Any and all help appreciated.


#14

Not tested yet as it requires a bit of work to port to the G400 and currently 4.2 does not support PPP so I won’t have anything to test against.


#15

It’s kind of looking that way just now. For the G400 I am looking to use the AT commands but trying to hook this into the existing TCP/IP stack is not looking like an easy process. It may be that I have to just work at the serial level on this.

I don’t want the cost to replace the existing 8 systems with a G400 processor just to get a working serial connection that has no overruns but if the G400 works, I may have to do this. A costly exercise and one I am not looking too happy with at the present time.
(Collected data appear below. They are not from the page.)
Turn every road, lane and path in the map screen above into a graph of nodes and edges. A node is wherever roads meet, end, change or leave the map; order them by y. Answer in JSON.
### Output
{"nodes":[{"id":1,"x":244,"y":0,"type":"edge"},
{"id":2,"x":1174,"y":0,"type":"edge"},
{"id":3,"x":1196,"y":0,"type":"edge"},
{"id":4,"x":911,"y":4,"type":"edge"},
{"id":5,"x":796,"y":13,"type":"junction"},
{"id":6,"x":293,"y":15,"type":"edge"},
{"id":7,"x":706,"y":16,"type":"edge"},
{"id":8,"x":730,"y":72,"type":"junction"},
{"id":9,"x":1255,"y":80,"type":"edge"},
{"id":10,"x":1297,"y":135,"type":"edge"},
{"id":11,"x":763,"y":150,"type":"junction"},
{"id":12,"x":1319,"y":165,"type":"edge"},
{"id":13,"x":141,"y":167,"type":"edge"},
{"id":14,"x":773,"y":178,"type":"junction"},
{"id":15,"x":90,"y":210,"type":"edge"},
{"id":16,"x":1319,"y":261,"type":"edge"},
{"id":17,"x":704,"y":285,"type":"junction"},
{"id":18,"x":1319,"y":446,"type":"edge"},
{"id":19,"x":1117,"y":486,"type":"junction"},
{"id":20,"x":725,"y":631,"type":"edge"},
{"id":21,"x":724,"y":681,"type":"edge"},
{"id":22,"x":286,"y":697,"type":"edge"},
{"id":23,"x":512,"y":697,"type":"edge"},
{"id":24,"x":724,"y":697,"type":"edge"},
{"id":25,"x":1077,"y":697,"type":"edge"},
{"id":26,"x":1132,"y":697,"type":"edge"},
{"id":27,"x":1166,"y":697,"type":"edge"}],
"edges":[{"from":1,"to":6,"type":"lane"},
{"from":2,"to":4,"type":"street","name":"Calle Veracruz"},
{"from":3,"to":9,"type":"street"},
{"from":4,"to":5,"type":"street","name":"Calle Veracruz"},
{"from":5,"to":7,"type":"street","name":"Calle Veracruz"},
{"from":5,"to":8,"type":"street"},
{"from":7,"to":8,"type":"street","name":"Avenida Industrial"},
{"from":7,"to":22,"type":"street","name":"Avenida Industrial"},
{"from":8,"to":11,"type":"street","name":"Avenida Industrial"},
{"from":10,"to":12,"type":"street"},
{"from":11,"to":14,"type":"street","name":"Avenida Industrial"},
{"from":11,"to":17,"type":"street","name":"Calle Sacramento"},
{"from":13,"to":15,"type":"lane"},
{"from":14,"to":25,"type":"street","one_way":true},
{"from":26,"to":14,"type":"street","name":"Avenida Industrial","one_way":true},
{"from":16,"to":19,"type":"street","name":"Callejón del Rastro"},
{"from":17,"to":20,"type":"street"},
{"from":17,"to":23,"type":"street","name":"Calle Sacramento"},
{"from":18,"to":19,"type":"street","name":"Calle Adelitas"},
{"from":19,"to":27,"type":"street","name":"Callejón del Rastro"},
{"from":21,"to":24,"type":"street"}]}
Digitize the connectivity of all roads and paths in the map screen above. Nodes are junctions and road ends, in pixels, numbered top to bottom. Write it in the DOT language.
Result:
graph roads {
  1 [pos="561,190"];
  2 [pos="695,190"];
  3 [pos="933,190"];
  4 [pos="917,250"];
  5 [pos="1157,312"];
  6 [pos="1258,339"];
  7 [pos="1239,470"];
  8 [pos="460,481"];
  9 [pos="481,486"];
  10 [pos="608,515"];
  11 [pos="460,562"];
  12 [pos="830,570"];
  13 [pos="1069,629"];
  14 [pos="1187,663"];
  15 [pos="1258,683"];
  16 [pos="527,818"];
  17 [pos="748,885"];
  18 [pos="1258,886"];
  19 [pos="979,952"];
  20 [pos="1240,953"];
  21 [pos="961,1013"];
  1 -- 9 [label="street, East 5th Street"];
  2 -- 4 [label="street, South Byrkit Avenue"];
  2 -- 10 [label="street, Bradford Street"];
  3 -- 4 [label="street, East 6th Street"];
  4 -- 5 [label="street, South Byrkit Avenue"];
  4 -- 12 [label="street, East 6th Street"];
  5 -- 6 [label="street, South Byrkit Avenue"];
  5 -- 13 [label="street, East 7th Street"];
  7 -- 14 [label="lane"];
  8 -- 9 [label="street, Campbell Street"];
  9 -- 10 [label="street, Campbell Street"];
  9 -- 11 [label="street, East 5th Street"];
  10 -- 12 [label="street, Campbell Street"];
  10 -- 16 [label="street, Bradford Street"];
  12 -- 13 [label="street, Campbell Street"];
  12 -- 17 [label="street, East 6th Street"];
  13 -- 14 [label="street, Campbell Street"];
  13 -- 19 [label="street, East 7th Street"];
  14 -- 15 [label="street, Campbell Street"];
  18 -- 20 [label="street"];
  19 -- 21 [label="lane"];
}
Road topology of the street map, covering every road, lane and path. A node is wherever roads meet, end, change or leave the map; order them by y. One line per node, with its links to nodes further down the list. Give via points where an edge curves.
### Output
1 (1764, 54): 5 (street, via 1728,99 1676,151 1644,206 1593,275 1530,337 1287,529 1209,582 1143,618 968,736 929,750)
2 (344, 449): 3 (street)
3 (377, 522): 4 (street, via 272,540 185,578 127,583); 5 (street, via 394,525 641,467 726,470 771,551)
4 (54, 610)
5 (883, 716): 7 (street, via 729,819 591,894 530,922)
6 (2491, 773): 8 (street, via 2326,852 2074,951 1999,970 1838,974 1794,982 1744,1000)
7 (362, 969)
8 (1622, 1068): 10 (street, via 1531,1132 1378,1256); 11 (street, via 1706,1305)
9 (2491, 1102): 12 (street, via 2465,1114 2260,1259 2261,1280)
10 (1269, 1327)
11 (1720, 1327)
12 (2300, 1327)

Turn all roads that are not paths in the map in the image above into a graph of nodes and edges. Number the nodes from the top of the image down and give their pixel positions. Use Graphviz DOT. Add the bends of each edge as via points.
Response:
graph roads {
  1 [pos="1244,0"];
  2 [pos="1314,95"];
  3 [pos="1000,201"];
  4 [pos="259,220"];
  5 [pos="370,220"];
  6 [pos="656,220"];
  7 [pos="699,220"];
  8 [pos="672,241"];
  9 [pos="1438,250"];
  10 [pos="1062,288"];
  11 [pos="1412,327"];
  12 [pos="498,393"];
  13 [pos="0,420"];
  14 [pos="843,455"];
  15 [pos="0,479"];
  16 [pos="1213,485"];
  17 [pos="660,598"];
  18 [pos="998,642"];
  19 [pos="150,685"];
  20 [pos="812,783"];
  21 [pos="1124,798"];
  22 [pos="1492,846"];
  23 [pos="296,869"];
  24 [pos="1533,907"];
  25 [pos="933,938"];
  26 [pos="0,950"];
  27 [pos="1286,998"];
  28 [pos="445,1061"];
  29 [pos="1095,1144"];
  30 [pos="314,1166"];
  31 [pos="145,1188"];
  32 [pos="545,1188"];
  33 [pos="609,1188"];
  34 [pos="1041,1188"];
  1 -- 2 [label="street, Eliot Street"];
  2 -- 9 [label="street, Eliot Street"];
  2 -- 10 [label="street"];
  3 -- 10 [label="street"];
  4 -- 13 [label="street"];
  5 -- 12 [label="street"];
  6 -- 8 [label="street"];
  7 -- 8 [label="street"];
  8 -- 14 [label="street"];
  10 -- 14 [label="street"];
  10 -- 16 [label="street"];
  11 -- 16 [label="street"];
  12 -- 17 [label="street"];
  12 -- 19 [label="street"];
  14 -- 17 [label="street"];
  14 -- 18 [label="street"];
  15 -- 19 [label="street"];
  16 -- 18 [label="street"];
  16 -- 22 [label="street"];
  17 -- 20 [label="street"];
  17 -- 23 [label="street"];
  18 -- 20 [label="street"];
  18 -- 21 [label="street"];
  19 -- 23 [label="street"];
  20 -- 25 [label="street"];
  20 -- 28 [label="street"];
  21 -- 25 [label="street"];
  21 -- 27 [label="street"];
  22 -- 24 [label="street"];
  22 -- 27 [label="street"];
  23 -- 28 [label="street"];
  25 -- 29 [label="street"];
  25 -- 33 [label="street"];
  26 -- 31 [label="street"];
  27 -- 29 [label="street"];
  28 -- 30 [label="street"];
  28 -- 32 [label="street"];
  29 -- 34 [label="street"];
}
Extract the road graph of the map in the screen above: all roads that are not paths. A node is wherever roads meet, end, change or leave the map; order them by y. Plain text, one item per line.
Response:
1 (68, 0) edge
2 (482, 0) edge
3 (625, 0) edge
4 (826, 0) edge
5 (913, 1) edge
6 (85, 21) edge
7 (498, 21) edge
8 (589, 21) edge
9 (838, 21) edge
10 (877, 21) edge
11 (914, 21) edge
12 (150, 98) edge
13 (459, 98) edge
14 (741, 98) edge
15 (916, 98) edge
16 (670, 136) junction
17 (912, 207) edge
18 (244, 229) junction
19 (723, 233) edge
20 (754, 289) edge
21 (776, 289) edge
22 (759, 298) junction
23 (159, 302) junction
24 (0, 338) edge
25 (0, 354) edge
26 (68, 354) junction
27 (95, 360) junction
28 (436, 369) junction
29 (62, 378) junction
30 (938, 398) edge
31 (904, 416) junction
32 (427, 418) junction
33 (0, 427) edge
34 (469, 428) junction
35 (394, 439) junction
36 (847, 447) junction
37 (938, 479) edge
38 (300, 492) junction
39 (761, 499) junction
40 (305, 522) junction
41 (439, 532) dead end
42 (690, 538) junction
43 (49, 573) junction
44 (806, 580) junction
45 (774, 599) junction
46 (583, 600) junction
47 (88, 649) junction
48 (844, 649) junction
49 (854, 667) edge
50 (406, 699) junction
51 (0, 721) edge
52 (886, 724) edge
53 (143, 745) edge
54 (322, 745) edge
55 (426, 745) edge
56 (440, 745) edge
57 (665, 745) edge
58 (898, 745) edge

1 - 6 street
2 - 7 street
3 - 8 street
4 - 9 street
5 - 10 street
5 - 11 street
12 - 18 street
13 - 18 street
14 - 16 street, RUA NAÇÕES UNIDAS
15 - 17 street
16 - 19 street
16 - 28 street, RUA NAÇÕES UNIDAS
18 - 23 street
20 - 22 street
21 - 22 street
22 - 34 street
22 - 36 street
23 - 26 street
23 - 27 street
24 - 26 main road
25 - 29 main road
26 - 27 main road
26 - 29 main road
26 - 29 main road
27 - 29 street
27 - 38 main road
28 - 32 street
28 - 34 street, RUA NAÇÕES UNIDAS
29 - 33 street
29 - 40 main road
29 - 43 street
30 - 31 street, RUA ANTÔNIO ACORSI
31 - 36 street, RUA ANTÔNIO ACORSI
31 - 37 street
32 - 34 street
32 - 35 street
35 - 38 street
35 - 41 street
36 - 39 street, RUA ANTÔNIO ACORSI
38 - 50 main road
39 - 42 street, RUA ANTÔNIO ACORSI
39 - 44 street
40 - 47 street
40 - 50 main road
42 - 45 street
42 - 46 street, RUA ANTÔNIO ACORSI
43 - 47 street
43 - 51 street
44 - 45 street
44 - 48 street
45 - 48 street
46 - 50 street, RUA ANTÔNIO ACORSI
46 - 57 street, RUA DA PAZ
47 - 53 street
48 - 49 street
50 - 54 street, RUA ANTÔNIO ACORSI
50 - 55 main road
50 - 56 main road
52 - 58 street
I think I will install the G400 beta board I have tomorrow (luckily I don’t need the missing stuff like Ethernet) and see if I can get this to work with AT commands.

It’s a real shame if PPP does not make it into the portfolio at some point as I see it as a real need for embedded systems. Even Rabbit and Netburner have support for PPP in their latest boards :slight_smile:


#16

Once big issue in changing to the G400. The existing boards have a MicroSD flash disk and the SPI is not compatible with the G400 so I really need ChipworkX for this first 8 to work :frowning:

The new board are already laid out for the G400 so a new batch will work but the prototype has not been tested yet.


#17

Yes :slight_smile: G400 now supports SD on SPI as well as native SD.100% backwards compatible now, except for PPP. Speaking of PPP, we are done with almost all major tasks so will our team work on PPP? Possible no promises yet :slight_smile:


#18

Nice.

Is there any setting changes in code that I need to do to get the SPI option to work?


#19

@ Dave McLaughlin -
All thing need to be changed just is:

PersistentStorage sdPS = new PersistentStorage(“SD_SPI”);

The rest will be same


#20

Thanks Dat, I’ll be looking to port the code over tomorrow.